*The task*:
In the entries below, find each line with the word "dead" and pull it out.
(Beginning of Exercise input)
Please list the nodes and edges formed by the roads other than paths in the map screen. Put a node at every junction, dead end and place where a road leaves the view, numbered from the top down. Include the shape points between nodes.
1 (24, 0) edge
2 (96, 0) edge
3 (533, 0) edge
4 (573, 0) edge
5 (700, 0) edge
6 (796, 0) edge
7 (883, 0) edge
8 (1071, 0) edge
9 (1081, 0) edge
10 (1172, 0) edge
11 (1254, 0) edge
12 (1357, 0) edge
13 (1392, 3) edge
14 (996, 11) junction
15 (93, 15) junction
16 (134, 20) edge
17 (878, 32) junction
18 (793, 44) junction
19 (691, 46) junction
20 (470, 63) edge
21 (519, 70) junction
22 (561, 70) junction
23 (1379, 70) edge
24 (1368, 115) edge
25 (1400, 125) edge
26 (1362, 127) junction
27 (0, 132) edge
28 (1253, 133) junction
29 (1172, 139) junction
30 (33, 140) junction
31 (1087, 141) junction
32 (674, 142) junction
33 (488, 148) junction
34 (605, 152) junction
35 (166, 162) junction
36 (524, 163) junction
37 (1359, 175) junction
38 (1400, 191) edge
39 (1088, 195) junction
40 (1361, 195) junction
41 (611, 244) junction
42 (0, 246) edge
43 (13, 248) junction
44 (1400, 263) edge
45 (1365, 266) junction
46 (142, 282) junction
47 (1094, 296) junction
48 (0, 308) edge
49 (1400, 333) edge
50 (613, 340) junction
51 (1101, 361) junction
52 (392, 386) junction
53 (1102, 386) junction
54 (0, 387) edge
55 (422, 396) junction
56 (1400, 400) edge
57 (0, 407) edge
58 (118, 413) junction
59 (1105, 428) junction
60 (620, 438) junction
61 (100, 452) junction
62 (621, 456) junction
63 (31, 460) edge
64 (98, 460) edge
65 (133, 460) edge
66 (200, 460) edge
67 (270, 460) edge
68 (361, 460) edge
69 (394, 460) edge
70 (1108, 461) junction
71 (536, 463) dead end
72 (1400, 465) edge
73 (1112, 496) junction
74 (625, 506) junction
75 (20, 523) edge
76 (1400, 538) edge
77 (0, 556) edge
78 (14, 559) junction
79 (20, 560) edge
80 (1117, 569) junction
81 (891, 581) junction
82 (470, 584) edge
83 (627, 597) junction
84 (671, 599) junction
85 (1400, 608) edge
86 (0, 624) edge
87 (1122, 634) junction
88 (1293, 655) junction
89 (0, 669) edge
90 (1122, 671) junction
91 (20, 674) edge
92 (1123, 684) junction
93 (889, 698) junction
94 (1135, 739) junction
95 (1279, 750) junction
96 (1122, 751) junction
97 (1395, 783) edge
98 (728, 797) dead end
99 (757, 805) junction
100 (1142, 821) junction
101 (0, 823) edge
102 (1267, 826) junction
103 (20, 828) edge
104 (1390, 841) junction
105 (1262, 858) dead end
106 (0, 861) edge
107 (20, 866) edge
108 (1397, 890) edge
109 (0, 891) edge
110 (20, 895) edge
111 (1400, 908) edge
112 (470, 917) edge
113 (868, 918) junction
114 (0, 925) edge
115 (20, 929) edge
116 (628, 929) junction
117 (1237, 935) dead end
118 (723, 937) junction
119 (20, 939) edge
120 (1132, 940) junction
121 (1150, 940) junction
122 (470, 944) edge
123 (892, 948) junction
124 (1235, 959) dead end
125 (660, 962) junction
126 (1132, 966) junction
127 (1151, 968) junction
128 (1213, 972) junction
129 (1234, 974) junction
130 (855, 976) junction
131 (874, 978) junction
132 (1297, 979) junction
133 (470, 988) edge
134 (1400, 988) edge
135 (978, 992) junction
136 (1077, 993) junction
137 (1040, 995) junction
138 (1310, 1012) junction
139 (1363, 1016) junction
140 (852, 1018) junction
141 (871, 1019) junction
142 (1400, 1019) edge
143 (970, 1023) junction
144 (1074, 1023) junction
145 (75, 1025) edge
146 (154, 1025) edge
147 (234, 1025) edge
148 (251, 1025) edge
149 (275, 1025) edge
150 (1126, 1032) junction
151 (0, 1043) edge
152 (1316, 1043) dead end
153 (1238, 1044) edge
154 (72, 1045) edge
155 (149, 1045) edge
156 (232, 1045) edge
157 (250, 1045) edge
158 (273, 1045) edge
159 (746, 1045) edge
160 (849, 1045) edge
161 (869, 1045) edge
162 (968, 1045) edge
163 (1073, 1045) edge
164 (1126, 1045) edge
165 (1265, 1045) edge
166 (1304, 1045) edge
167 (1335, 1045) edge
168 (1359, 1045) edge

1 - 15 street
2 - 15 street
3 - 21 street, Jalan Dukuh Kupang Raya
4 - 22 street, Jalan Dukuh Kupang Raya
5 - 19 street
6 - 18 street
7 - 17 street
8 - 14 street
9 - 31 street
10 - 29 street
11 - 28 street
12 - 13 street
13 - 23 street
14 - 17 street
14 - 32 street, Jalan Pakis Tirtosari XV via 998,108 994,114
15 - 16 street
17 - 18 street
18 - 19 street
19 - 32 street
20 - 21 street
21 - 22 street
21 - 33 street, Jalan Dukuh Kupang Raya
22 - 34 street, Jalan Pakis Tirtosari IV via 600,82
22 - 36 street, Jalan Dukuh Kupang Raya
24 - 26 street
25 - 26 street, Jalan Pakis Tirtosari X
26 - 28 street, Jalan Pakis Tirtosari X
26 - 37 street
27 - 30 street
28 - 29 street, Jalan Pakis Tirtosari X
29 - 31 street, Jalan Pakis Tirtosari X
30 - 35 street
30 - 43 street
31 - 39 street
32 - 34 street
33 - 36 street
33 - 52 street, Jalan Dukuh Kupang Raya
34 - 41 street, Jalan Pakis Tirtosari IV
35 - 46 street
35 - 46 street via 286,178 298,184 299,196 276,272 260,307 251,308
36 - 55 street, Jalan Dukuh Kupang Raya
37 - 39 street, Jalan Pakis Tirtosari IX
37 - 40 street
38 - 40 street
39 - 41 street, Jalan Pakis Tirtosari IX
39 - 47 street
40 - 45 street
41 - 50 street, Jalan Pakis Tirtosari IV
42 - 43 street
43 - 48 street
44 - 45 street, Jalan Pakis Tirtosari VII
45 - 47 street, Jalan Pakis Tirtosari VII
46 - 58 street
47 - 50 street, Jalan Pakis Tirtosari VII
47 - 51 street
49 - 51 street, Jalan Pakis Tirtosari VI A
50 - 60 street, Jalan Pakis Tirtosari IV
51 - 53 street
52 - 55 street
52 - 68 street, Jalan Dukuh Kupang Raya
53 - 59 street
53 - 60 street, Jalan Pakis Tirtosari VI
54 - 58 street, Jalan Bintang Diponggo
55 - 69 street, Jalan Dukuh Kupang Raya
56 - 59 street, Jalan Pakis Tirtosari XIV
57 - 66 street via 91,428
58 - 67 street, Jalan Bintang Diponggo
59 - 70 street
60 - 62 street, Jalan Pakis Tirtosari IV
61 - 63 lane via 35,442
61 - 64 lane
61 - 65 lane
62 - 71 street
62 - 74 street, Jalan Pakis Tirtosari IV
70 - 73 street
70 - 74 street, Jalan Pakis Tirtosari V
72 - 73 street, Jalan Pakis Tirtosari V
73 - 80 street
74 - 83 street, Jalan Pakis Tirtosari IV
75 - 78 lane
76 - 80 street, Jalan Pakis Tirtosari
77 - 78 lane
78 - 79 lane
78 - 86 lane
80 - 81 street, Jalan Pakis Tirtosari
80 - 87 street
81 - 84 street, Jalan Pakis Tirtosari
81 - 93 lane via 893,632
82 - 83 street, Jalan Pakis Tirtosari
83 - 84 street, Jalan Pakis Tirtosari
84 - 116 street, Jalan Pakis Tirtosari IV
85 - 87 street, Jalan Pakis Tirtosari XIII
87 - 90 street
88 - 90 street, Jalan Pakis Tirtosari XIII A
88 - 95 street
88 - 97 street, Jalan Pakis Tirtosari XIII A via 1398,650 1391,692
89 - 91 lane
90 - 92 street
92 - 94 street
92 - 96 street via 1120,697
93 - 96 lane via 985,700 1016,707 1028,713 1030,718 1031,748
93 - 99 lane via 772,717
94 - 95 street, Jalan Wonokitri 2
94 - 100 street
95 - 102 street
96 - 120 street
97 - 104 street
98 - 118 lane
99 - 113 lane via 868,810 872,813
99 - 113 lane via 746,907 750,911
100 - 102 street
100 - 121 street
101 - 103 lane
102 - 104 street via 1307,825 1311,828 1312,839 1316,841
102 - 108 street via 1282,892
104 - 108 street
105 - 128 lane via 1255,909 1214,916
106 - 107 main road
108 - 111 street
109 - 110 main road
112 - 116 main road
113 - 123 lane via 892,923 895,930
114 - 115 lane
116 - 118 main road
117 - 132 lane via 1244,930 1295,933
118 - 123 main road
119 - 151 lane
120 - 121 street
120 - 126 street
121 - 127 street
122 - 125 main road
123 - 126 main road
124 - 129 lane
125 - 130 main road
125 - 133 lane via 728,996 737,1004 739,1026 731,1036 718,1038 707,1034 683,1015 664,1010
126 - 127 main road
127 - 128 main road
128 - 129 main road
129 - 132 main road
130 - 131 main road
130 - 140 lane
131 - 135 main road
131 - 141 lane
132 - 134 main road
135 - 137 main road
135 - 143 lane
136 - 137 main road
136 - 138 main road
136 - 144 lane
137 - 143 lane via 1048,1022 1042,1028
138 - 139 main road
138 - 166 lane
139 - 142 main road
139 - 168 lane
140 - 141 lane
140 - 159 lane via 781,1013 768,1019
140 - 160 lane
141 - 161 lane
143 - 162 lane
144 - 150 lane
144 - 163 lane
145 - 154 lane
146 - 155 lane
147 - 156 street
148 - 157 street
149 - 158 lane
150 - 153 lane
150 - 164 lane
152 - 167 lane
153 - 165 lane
(End of Exercise input)
*Solved problem*:
Please list the nodes and edges formed by the roads other than paths in the map screen. Put a node at every junction, dead end and place where a road leaves the view, numbered from the top down. Include the shape points between nodes.
71 (536, 463) dead end
98 (728, 797) dead end
105 (1262, 858) dead end
117 (1237, 935) dead end
124 (1235, 959) dead end
152 (1316, 1043) dead end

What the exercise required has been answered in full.